(Collected data)
━━━━━━━━

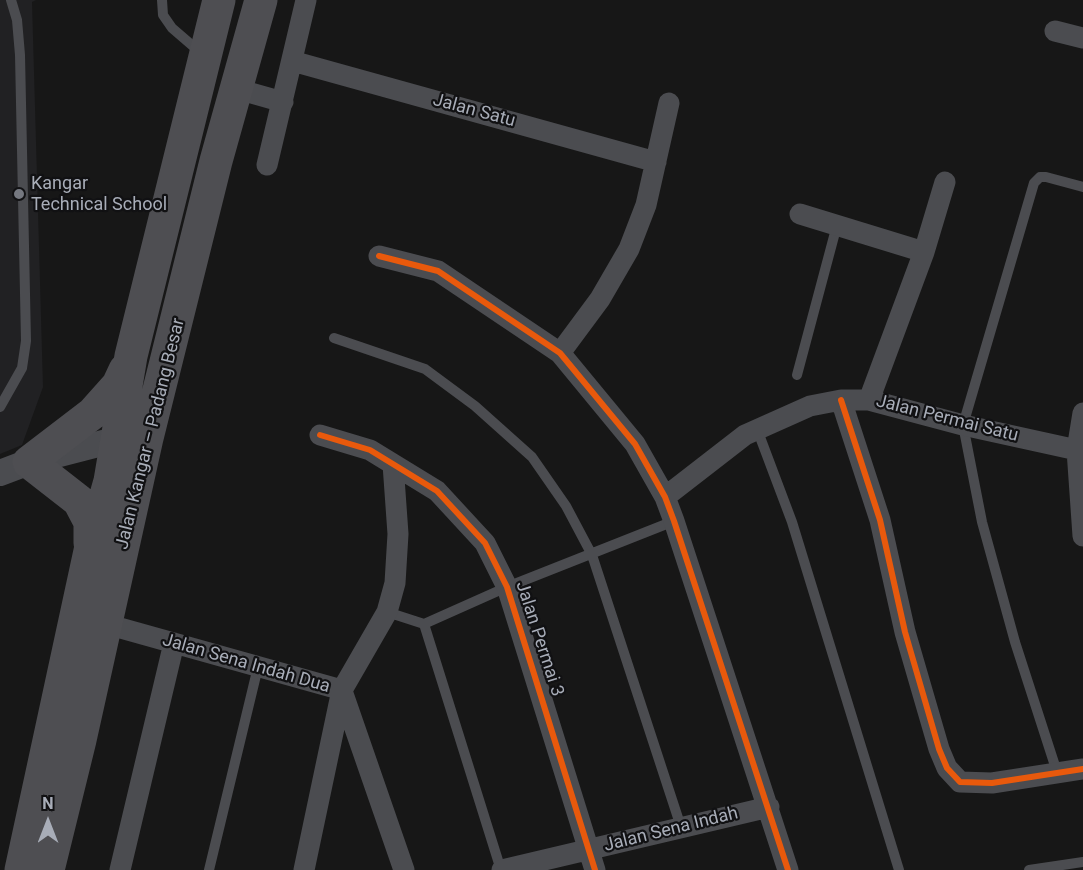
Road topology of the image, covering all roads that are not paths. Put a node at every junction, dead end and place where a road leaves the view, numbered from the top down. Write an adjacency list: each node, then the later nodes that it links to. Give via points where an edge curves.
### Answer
1 (11, 0): 28 (lane, via 20,55 26,341 22,368)
2 (162, 0): 8 (lane, via 164,15 172,28)
3 (219, 0): 8 (highway, Jalan Kangar – Padang Besar)
4 (261, 0): 10 (highway, Jalan Kangar – Padang Besar)
5 (306, 0): 9 (street)
6 (1055, 32): 7 (street)
7 (1083, 39)
8 (206, 57): 23 (highway, Jalan Kangar – Padang Besar)
9 (292, 61): 11 (street); 13 (street, Jalan Satu)
10 (237, 89): 11 (street); 25 (highway, Jalan Kangar – Padang Besar)
11 (283, 102): 14 (street)
12 (669, 103): 13 (street)
13 (656, 162): 22 (street, via 646,205 629,249 600,299)
14 (267, 165)
15 (945, 182): 19 (street)
16 (1083, 187): 30 (lane, via 1046,177 1034,183)
17 (800, 214): 18 (street)
18 (837, 225): 19 (street); 24 (lane)
19 (924, 252): 27 (street)
20 (380, 256): 22 (street, via 438,271)
21 (334, 338): 42 (lane, via 425,369 475,406 532,457 566,506)
22 (560, 353): 38 (street, via 635,444)
23 (131, 356): 33 (highway, Jalan Kangar – Padang Besar); 36 (highway, via 118,385 107,398 76,427)
24 (797, 375)
25 (158, 396): 33 (highway); 37 (highway, Jalan Kangar – Padang Besar)
26 (841, 400): 27 (street, Jalan Permai Satu); 31 (street, Jalan Permai Satu, via 810,406); 51 (street, via 880,520 905,632 947,768 960,782 992,783)
27 (869, 400): 30 (street, Jalan Permai Satu)
28 (0, 407)
29 (1083, 413): 34 (street)
30 (963, 425): 34 (street, Jalan Permai Satu); 51 (lane, via 982,522)
31 (757, 429): 38 (street, Jalan Permai Satu); 64 (lane, via 792,522)
32 (320, 435): 35 (street, Jalan Permai 3, via 370,450)
33 (118, 439): 36 (street); 37 (highway, via 127,448); 41 (highway, Jalan Kangar – Padang Besar)
34 (1077, 450): 40 (street)
35 (393, 464): 43 (street, Jalan Permai 3, via 437,491 485,543); 44 (street, via 398,534 395,583)
36 (15, 468): 41 (highway, via 79,501 90,522)
37 (136, 495): 45 (highway, Jalan Kangar – Padang Besar)
38 (665, 497): 39 (street)
39 (674, 521): 42 (lane); 52 (street)
40 (1083, 536)
41 (90, 551): 56 (highway, Jalan Kangar – Padang Besar)
42 (592, 555): 43 (lane); 53 (lane)
43 (507, 587): 46 (lane); 54 (street, Jalan Permai 3)
44 (387, 612): 46 (lane); 49 (street)
45 (106, 624): 47 (street, Jalan Sena Indah Dua); 57 (highway, Jalan Kangar – Padang Besar)
46 (424, 624): 62 (lane)
47 (174, 643): 48 (street, Jalan Sena Indah Dua); 58 (street)
48 (258, 667): 49 (street, Jalan Sena Indah Dua); 59 (lane)
49 (342, 690): 60 (street); 61 (street, Jalan Sena Indah Dua)
50 (1083, 768): 51 (street)
51 (1057, 772)
52 (769, 807): 53 (street, Jalan Sena Indah); 63 (street)
53 (681, 827): 54 (street, Jalan Sena Indah)
54 (593, 860): 62 (street, Jalan Sena Indah)
55 (1083, 862): 65 (lane)
56 (21, 870)
57 (48, 870)
58 (120, 870)
59 (209, 870)
60 (304, 870)
61 (404, 870)
62 (502, 870)
63 (788, 870)
64 (899, 870)
65 (1029, 870)

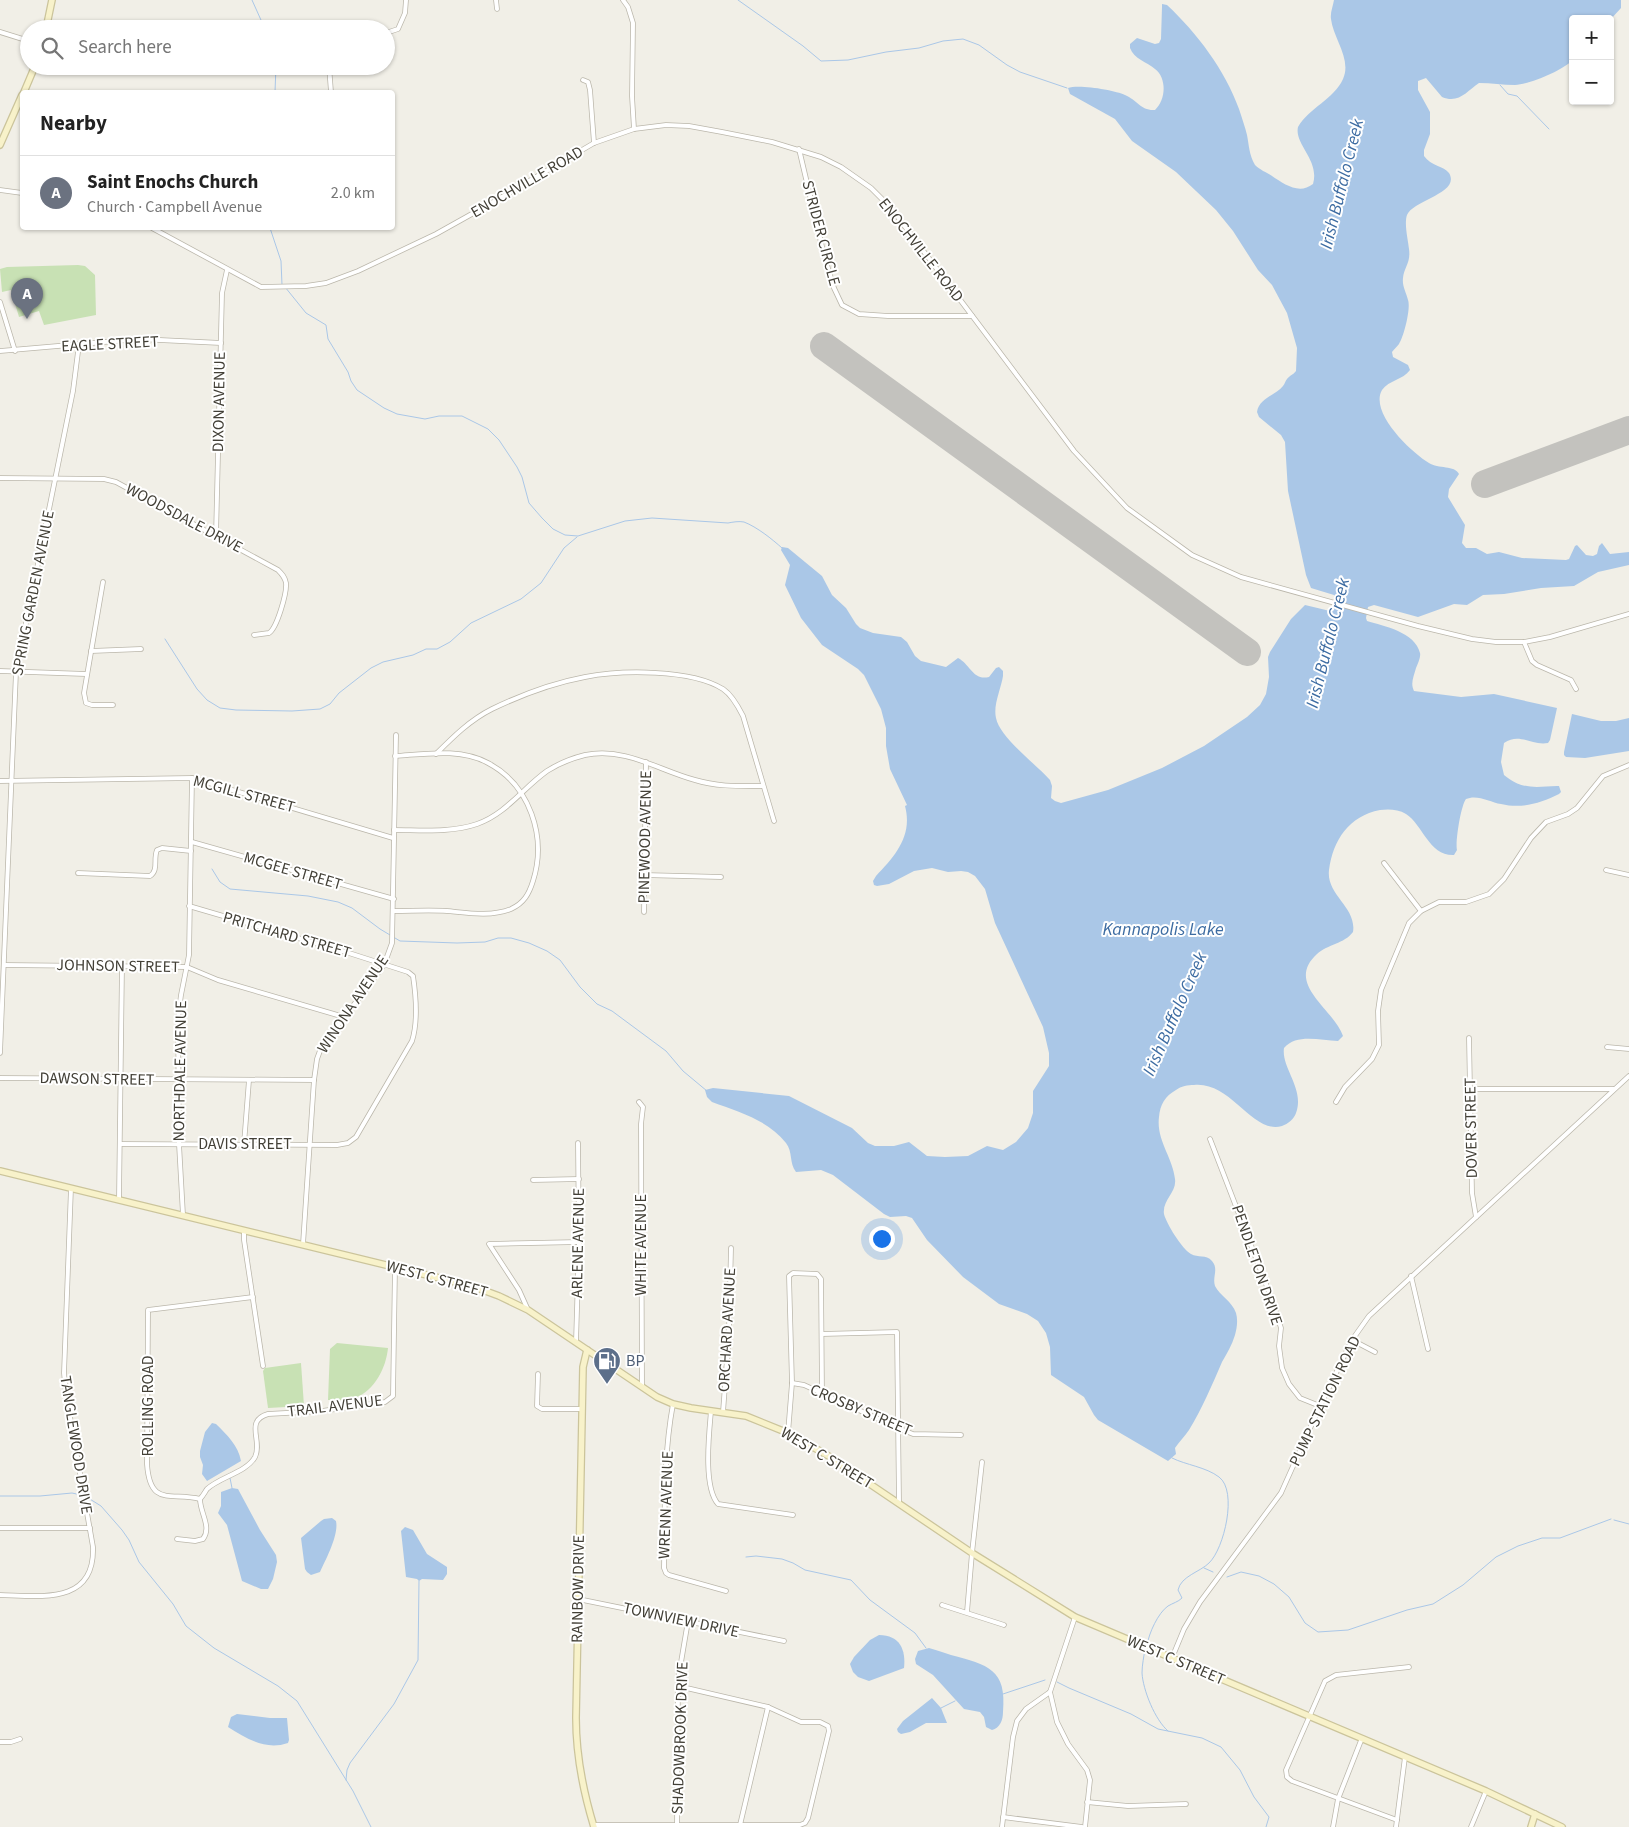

━━━━━━━━

* [Work required]: Lines with the word "Indah" in them should be copied from the preceding records.

* [Result]:
45 (106, 624): 47 (street, Jalan Sena Indah Dua); 57 (highway, Jalan Kangar – Padang Besar)
47 (174, 643): 48 (street, Jalan Sena Indah Dua); 58 (street)
48 (258, 667): 49 (street, Jalan Sena Indah Dua); 59 (lane)
49 (342, 690): 60 (street); 61 (street, Jalan Sena Indah Dua)
52 (769, 807): 53 (street, Jalan Sena Indah); 63 (street)
53 (681, 827): 54 (street, Jalan Sena Indah)
54 (593, 860): 62 (street, Jalan Sena Indah)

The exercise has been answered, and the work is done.